■ Try it: Read through the records. Copy each line that has the word "image".

■ Record set:
===
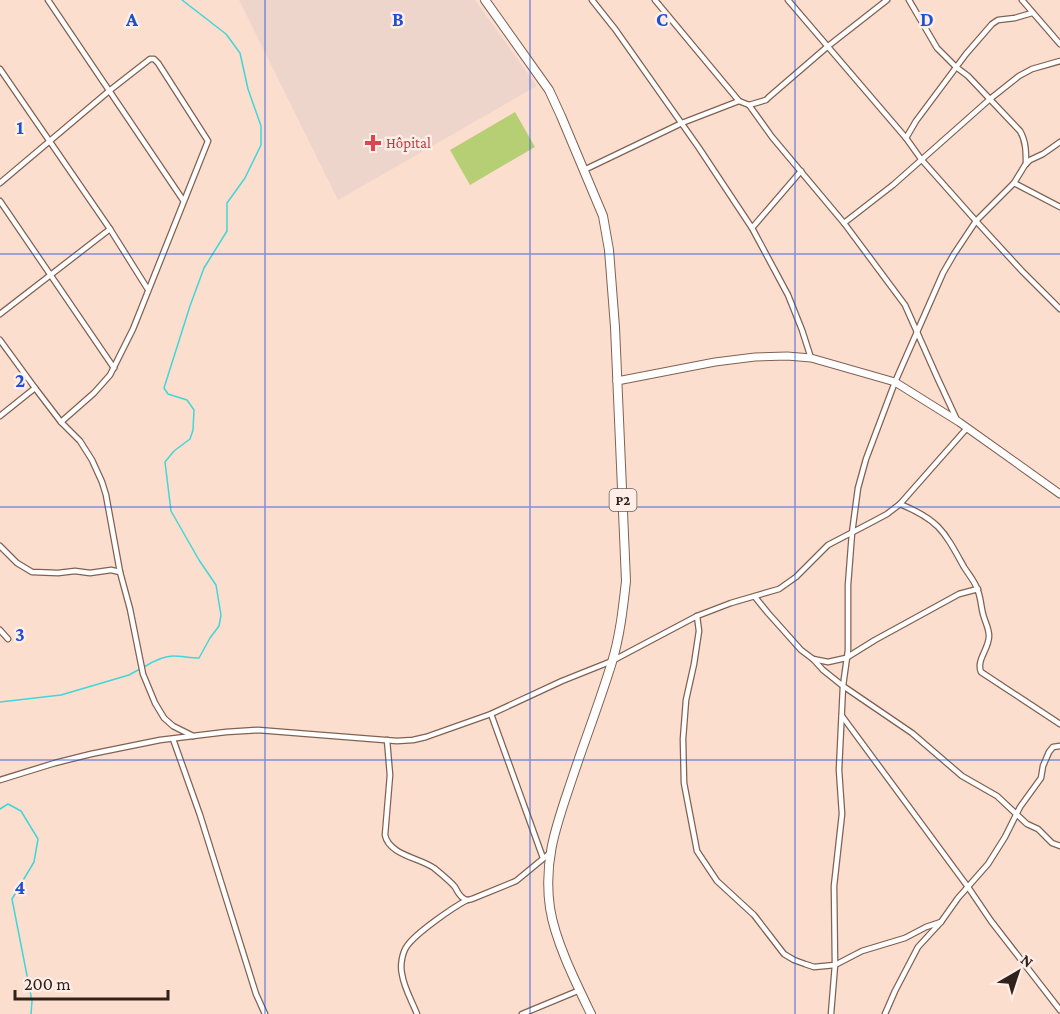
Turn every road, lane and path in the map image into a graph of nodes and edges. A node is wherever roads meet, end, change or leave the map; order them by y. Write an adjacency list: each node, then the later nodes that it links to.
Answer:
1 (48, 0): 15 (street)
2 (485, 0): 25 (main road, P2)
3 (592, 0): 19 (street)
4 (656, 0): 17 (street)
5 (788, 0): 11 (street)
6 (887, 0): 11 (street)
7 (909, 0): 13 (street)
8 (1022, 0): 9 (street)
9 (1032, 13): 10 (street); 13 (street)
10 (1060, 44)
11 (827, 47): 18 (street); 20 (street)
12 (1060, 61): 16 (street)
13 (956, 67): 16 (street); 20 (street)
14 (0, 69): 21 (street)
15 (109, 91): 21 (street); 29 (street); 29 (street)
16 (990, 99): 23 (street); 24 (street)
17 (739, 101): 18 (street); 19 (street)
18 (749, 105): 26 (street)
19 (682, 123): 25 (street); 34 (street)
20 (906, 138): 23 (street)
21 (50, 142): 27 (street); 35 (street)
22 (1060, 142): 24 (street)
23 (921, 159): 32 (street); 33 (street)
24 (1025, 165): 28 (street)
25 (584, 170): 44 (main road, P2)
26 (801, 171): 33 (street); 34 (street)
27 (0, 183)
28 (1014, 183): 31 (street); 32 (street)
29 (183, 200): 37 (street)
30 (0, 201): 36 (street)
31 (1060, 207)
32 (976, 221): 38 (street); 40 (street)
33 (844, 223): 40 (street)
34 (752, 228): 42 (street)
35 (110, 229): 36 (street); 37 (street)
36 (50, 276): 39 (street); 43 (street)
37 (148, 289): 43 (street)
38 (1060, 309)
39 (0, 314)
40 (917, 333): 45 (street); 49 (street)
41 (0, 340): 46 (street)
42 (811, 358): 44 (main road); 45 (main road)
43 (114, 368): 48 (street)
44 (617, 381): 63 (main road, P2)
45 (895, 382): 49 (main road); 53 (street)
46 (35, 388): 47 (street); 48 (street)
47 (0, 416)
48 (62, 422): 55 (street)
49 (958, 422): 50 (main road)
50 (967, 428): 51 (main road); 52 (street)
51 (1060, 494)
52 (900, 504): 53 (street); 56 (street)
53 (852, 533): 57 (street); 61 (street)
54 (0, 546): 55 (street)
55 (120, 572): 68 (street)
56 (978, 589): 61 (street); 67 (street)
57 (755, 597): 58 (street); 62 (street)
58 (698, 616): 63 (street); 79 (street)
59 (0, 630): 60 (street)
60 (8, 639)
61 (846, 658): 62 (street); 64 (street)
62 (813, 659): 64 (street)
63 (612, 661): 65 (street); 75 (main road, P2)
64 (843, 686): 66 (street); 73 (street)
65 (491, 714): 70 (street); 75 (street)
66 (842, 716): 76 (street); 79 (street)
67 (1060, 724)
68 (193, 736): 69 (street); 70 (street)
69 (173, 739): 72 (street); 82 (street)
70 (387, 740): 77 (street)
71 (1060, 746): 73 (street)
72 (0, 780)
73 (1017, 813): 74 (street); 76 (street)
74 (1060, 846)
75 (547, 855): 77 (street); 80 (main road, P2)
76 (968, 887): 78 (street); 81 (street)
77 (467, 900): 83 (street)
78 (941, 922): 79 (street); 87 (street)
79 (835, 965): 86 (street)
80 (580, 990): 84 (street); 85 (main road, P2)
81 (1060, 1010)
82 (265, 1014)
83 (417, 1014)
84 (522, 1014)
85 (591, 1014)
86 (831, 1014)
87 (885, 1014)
===
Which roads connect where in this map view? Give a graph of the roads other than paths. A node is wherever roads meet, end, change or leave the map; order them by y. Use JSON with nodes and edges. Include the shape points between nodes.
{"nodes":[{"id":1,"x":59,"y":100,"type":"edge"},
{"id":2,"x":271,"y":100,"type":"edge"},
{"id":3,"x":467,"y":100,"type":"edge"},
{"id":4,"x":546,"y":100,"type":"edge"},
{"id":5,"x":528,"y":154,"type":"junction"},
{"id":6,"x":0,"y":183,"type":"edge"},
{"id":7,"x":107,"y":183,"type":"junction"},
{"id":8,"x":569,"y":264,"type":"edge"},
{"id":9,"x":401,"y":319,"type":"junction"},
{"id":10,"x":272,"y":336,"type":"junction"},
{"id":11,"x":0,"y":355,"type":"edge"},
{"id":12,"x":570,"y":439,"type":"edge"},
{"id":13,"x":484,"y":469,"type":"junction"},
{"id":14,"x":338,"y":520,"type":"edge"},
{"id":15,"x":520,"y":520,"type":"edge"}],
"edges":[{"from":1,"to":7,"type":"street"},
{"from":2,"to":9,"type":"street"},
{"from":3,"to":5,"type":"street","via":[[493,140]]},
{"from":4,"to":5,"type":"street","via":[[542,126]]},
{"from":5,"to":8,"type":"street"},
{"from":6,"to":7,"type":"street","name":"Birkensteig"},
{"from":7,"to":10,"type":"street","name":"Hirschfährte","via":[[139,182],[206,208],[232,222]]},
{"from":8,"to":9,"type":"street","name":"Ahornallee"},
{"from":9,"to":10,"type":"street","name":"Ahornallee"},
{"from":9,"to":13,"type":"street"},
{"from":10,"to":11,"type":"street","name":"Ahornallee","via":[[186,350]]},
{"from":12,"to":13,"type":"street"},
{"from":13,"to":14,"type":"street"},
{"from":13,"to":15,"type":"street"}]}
===
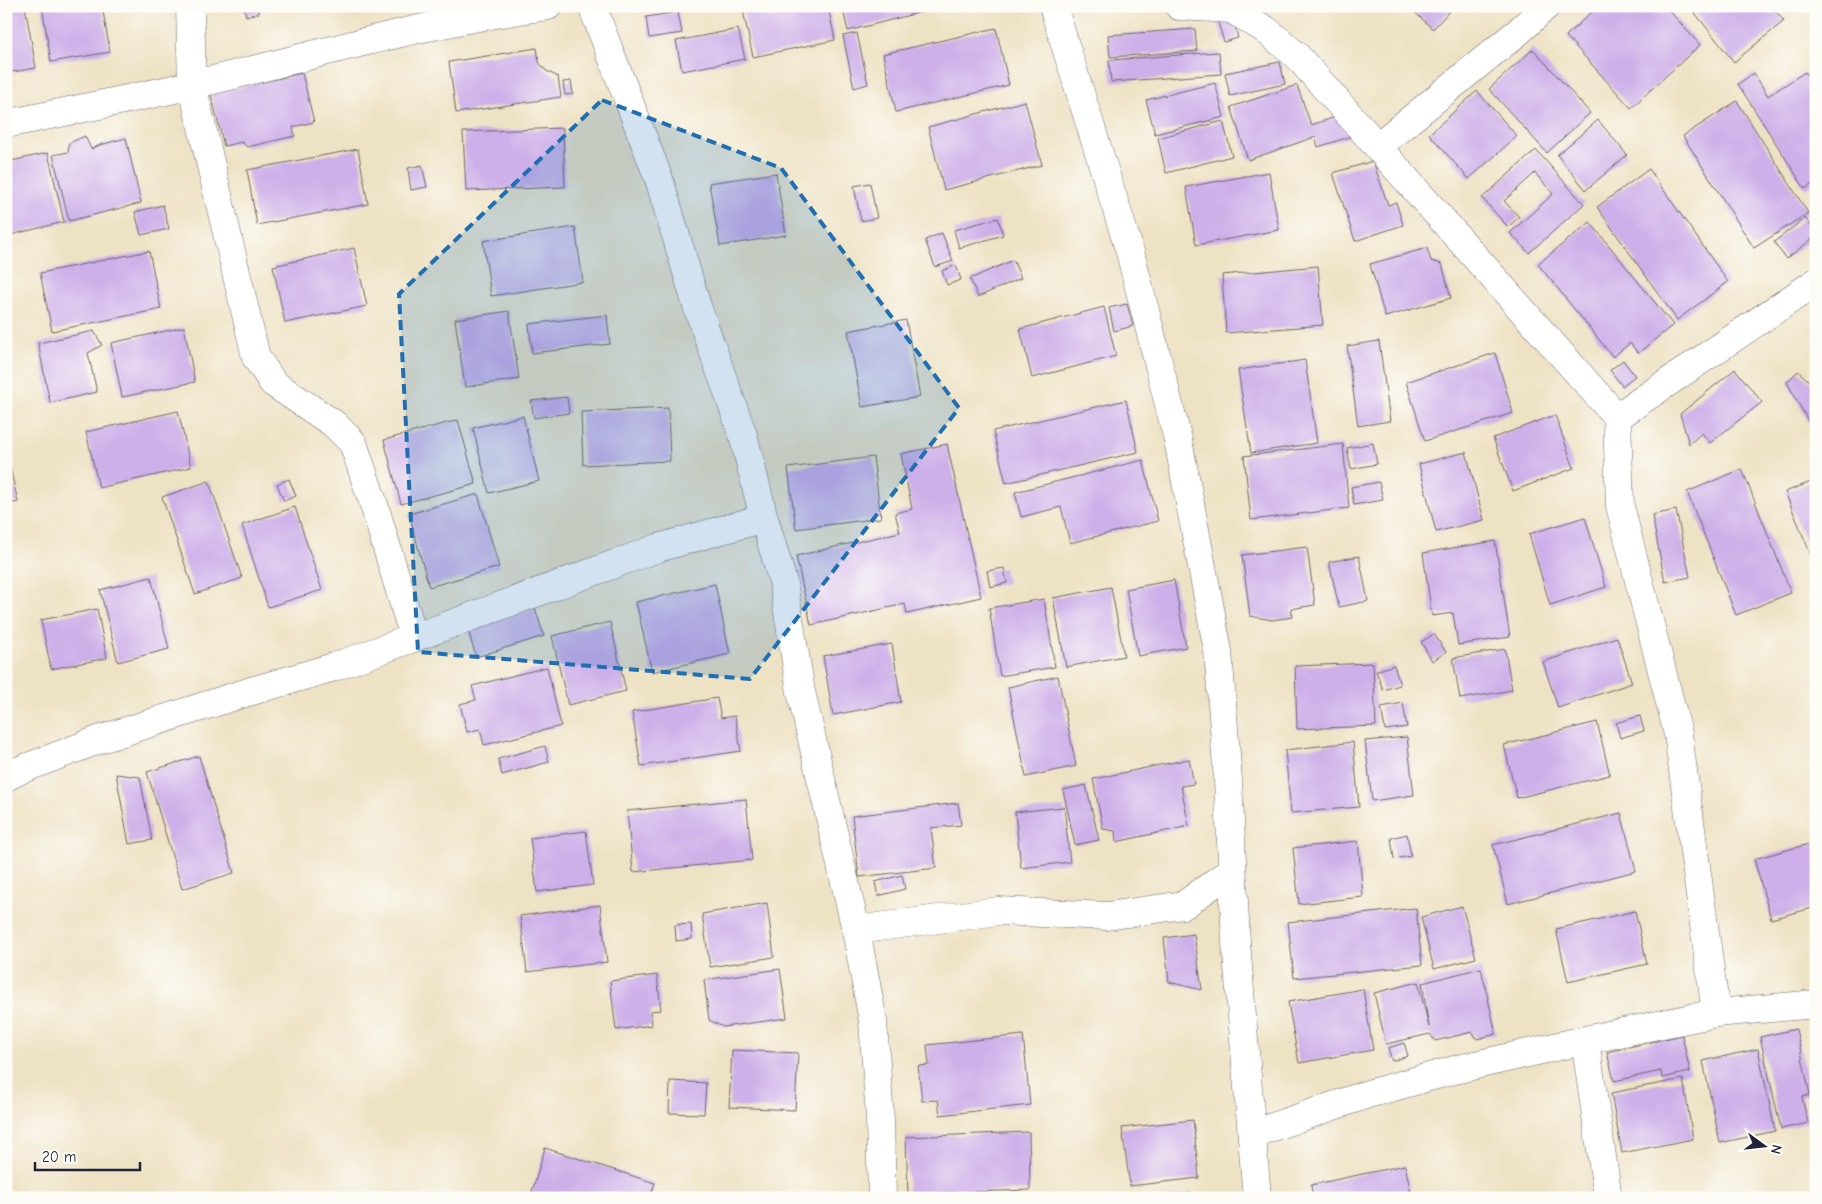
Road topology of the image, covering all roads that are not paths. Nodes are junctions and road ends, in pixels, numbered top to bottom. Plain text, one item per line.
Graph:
===
■ Answer space:
Turn every road, lane and path in the map image into a graph of nodes and edges. A node is wherever roads meet, end, change or leave the map; order them by y. Write an adjacency list: each node, then the later nodes that it links to.
Road topology of the image, covering all roads that are not paths. Nodes are junctions and road ends, in pixels, numbered top to bottom. Plain text, one item per line.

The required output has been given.